In der Auto-Stadt Chicago lebt ein Großteil der ärmeren Bevölkerung im öffentlich schlecht angebunden Süden und Westen der Stadt. Anwohner:innen müssen häufig umständliche Transportmittelwechsel und lange Fußwege in Gegenden mit hoher Straßenkriminalität fürchten. Sogenannte «On-Demand Shuttles» versprächen laut Modellrechnung den Menschen nahezu eine Verdopplung (+90%) erreichbarer Jobs und einen sicheren Weg von/zur Haltestelle. Mit einer um +28% gesteigerten ÖPNV-Nutzung würde auch die Umwelt profitieren.
Auch in Berlin sind solche Lösungen vielversprechend. Die Gentrifizierung zentral gelegener Kieze treibt immer mehr Menschen in äussere Stadtteile. Durch integrierte «letzte Meile» Angebote wie z.B. Bike-Sharing und On-Demand Shuttles kann die Reichweite des ÖPNV merklich verbessert werden. Menschen in äusseren Stadtteilen könnten +37% mehr Jobs erreichen. Die ÖPNV-Nutzung würde sich um +5% erhöhen.
In der Mega-City Peking werden jährlich rund 13 Milliarden Trips absolviert – die Größe bringt das Mobilitätssystem täglich an die Belastungsgrenze: Zur Rush-Hour warten Pekinger:innen bis zu 20min vor der U-Bahn-Station. Bei winterlicher Kälte oder sommerlicher Hitze stehen z.B. Ältere, Schwangere und Menschen mit physischen oder kognitiven Einschränkungen vor großen Herausforderungen. Ein Online-Reservierungssystem für betroffene Stationen könnte die Pendelzeiten um bis zu 29% reduzieren.

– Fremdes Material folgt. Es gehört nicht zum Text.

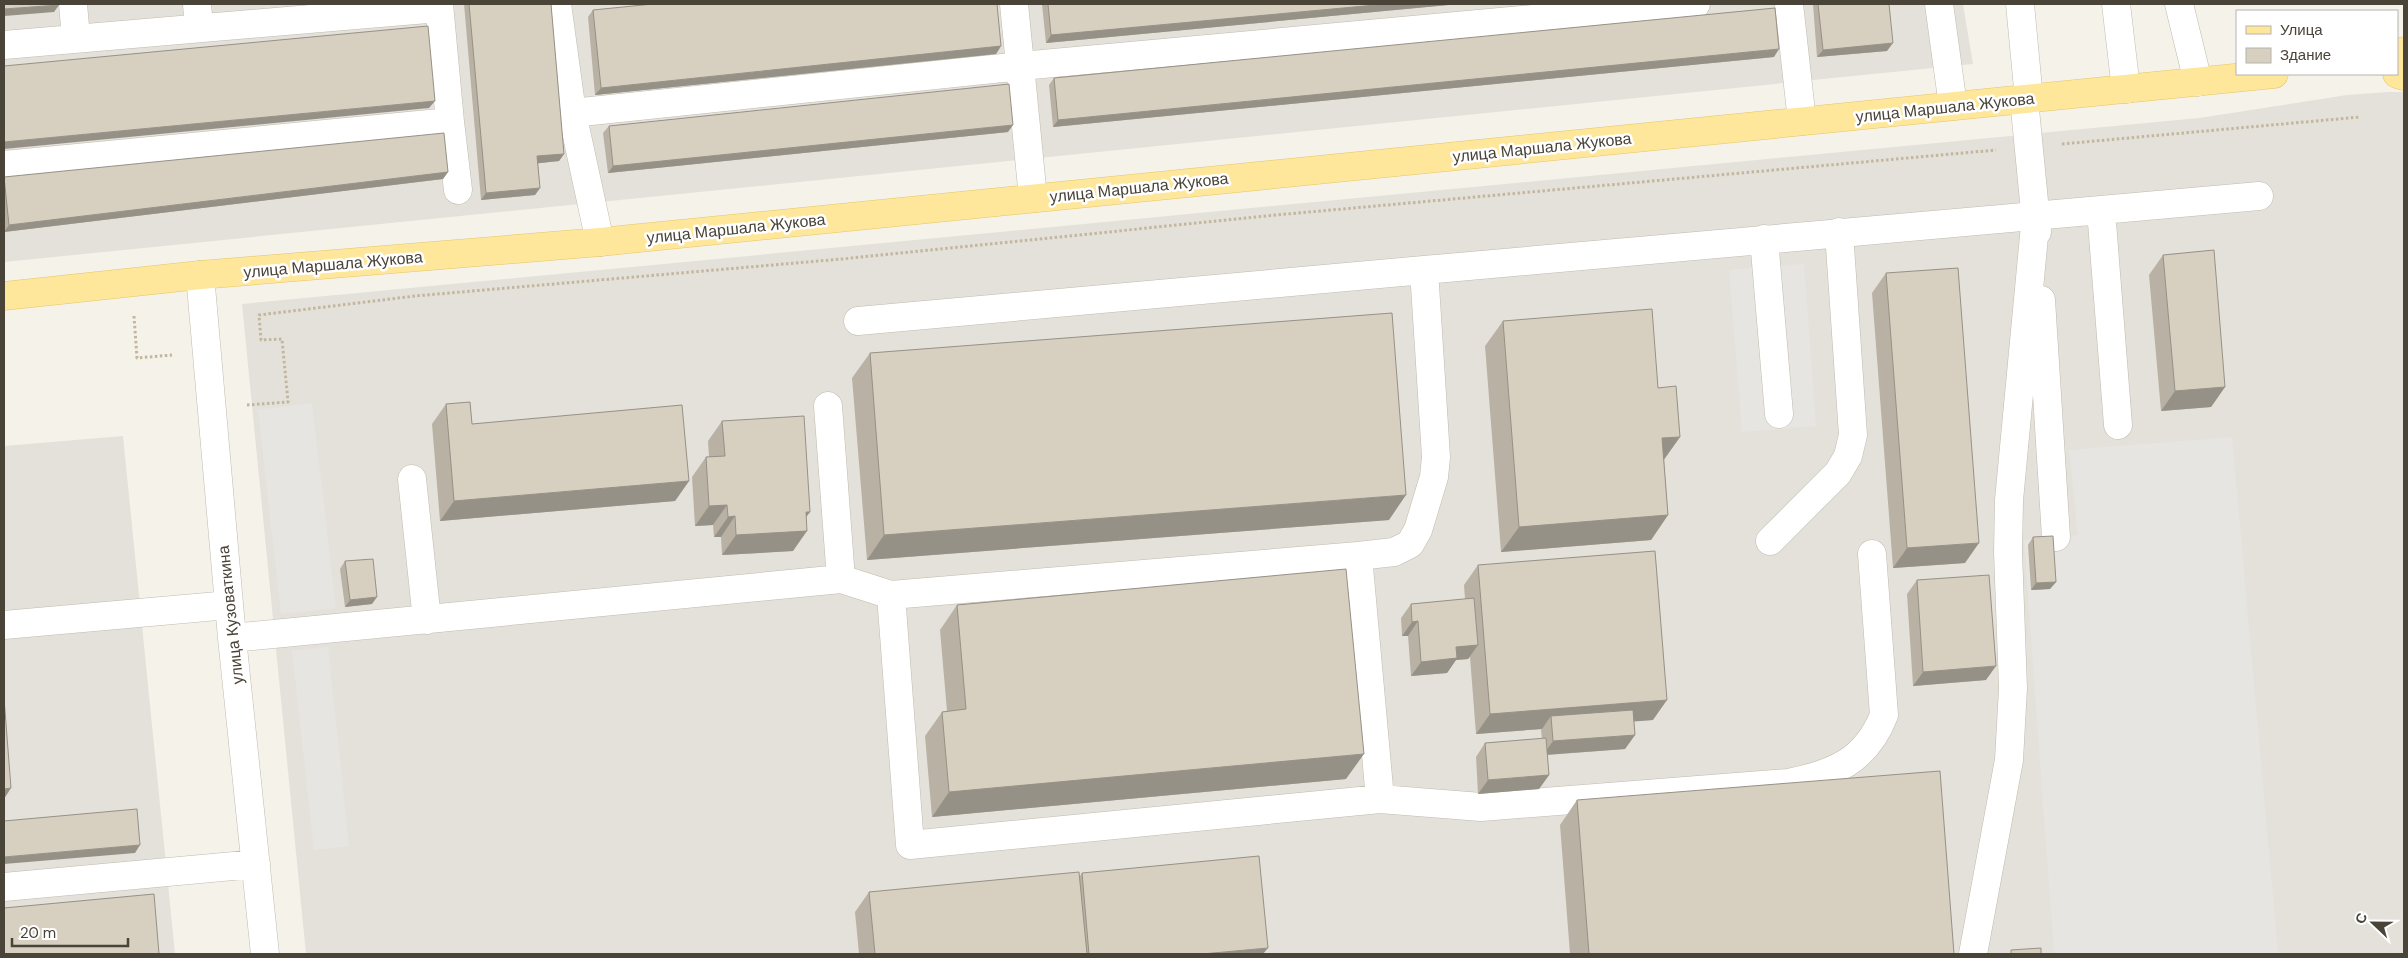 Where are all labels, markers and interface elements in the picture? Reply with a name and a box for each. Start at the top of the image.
legend [2236,10,2398,75]
text: Улица [2280,20,2323,40]
text: Здание [2280,45,2331,65]
street label: улица Маршала Жукова [1855,88,2036,127]
street label: улица Маршала Жукова [1452,128,1633,167]
street label: улица Маршала Жукова [1049,168,1230,207]
street label: улица Маршала Жукова [646,209,827,248]
street label: улица Маршала Жукова [243,246,424,283]
street label: улица Кузоваткина [213,544,248,685]
north arrow [2348,898,2398,948]
text: С [2351,910,2371,926]
scale bar [12,916,129,948]
text: 20 m [20,923,56,943]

Fünf Haupterkenntnisse aus unseren Gesprächen mit Expert:innen und Betroffenen

Bei der Inklusionsfrage müssen Betroffene und deren individuellen Bedürfnisse im Mittelpunkt stehen. Gespräche mit lokalen Expert:innen und Betroffenen brachten deshalb wertvolle Einblicke. Aus der qualitativen Perspektive ergeben sich insbesondere fünf Haupterkenntnisse.

1. Wirklich alle Menschen sollten berücksichtigt werden!
Betroffene und Expert:innen berichteten: Häufig wird unter dem Begriff «Inklusion» der Einschluss ärmerer Mitbürger:innen und Menschen mit physischen Einschränkungen verstanden. Dabei sollten – frei von jedweder Priorisierung – alle Bürger:innen bedacht werden, die im Mobilitätskontext häufig Benachteiligungen erfahren. Fünf Gruppen standen deshalb in diesem Projekt im Fokus:

  1. Menschen mit geringem Einkommen können sich Mobilität häufig nicht leisten, während
  2. Menschen mit körperlichen oder geistigen Einschränkungen, ähnlich wie
  3. Ältere, viele Angebote aus individuellen Gründen nicht nutzen können. Unterschiedlichste Mobilitätshürden erfahren häufig auch
  4. Minderheiten (z.B. sprachliche Barrieren für Menschen mit Migrationsgeschichte) und
  5. Frauen (z.B. subjektive und objektive Sicherheit im ÖPNV).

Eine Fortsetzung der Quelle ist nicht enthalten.